Di fatto, fin dalla composizione delle prime poesie poi confluite in Frontiera, l’atmosfera lacustre e la condizione di liminarità (anche geograficamente intesa; Luino si trova sulla riva lombarda del Lago Maggiore, non lontano dal confine con la Svizzera) alimentano i versi di Sereni andando a costuire un vero e proprio tòpos e luogo interiore , e l’ispirazione della sua opera si fonda sempre sulla sua personale esperienza umana. A questo proposito, si esprime bene Mengaldo in una nota in “Ricordo di Vittorio Sereni”:“[…] Ungaretti o Montale […] sono poeti che ancora pretendono di comunicare, attraverso la poesia, una verità. […] Per Sereni, e così per Bertolucci o per Caproni […] si tratta di molto meno: di comunicare un’esperienza”.

Il percorso poetico di Sereni non è mai facile né immediato, e la sua appropriazione del mondo esterno richiede sempre un lento processo di assorbimento e stratificazione di significati ed emozioni.

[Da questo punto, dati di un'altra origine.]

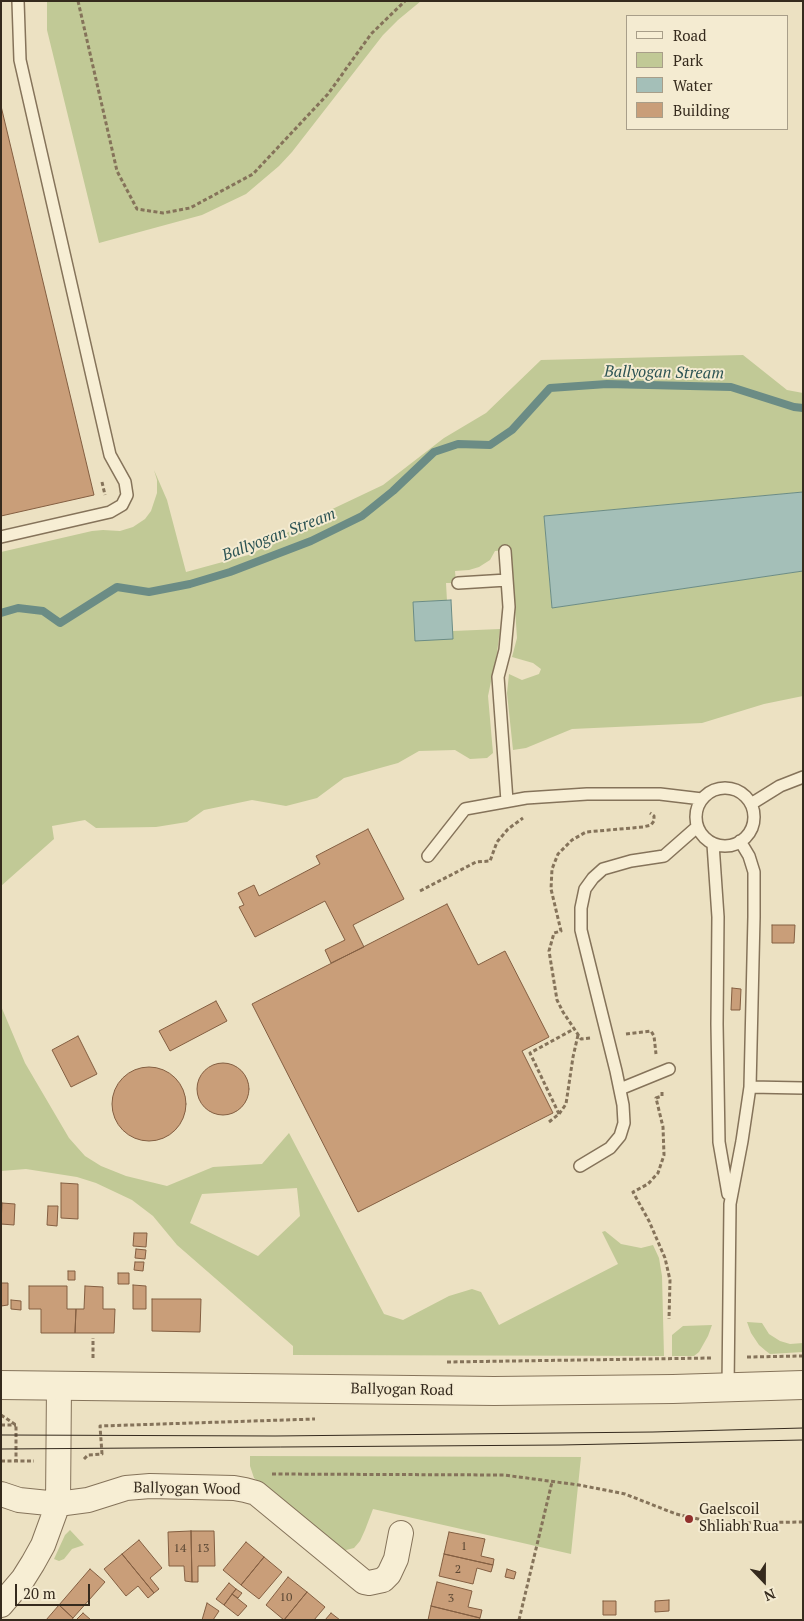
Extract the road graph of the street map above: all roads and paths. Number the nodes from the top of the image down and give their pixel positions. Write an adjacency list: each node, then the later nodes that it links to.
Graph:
1 (18, 1): 4 (lane)
2 (78, 1): 3 (path)
3 (405, 1)
4 (1, 537)
5 (505, 551): 6 (lane)
6 (507, 580): 7 (lane); 10 (lane)
7 (458, 583)
8 (803, 778): 11 (lane)
9 (702, 799): 10 (lane); 11 (lane); 12 (lane)
10 (507, 801): 15 (lane)
11 (751, 804): 13 (lane)
12 (697, 827): 14 (lane); 21 (lane)
13 (740, 841): 14 (lane); 20 (lane)
14 (713, 844): 26 (lane)
15 (428, 856)
16 (574, 1029): 23 (path)
17 (578, 1035): 23 (path)
18 (669, 1070): 21 (lane)
19 (799, 1086): 20 (lane)
20 (750, 1087): 26 (lane)
21 (620, 1089): 25 (lane)
22 (662, 1096): 27 (path)
23 (560, 1114): 24 (path)
24 (549, 1122)
25 (580, 1166)
26 (730, 1204): 33 (lane)
27 (669, 1320)
28 (93, 1338): 31 (path)
29 (803, 1356): 33 (path)
30 (83, 1358): 31 (path)
31 (93, 1358): 32 (path)
32 (102, 1358)
33 (728, 1358): 34 (path); 38 (lane)
34 (438, 1362)
35 (1, 1385): 36 (street, Ballyogan Road)
36 (59, 1385): 38 (street, Ballyogan Road); 48 (street)
37 (803, 1385): 38 (street, Ballyogan Road)
38 (728, 1388)
39 (316, 1419): 44 (path)
40 (16, 1424): 41 (path)
41 (1, 1425)
42 (1, 1460): 43 (path)
43 (16, 1461)
44 (82, 1461)
45 (266, 1474): 46 (path)
46 (552, 1482): 49 (path); 52 (path)
47 (1, 1494): 48 (street)
48 (58, 1504): 50 (street, Ballyogan Wood); 51 (street)
49 (803, 1522)
50 (401, 1533)
51 (1, 1605)
52 (519, 1620)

L’ultima raccolta di Sereni, edita nel 1980 e ripubblicata nell’82, registra già dal titolo l’avvento di un profondo mutamento di prospettiva dal mondo degli umili “strumenti umani” a quello astronomico delle stelle, rappresentazione di quell’altrove metafisico (sia esso il regno della memoria, del sogno o della morte) già abbozzato, come abbiamo visto, in chiusura della raccolta precedente .

La struttura di Stella Variabile seguita a sfaldarsi, l’io poetico fatica a saldare il discorso entro una struttura compatta, l’andamento si fa sempre più narrativo, e i componimenti accolgono un numero sempre maggiore di stimoli mutuati dall’esterno (citazioni colte, auto-citazioni, frammenti di testi in lingua straniera); è interessante considerare che, mentre per Eliot questo tipo di strutturazione risulta essere la cifra identitaria delle prime opere, ancora completamente immerse nella crisi , per venire poi risolta e rinsaldata nei poemi successivi grazie alla fiducia in una possibile risoluzione futura, per Sereni questo procedimento emerge proprio come approdo finale del percorso di un soggetto che, essendosi visto negare qualsiasi certezza e assolutezza di valori (dal punto di vista esistenziale, ma anche da quello più propriamente poetico), non è più in grado di ritrovare una voce unitaria per potersi esprimere.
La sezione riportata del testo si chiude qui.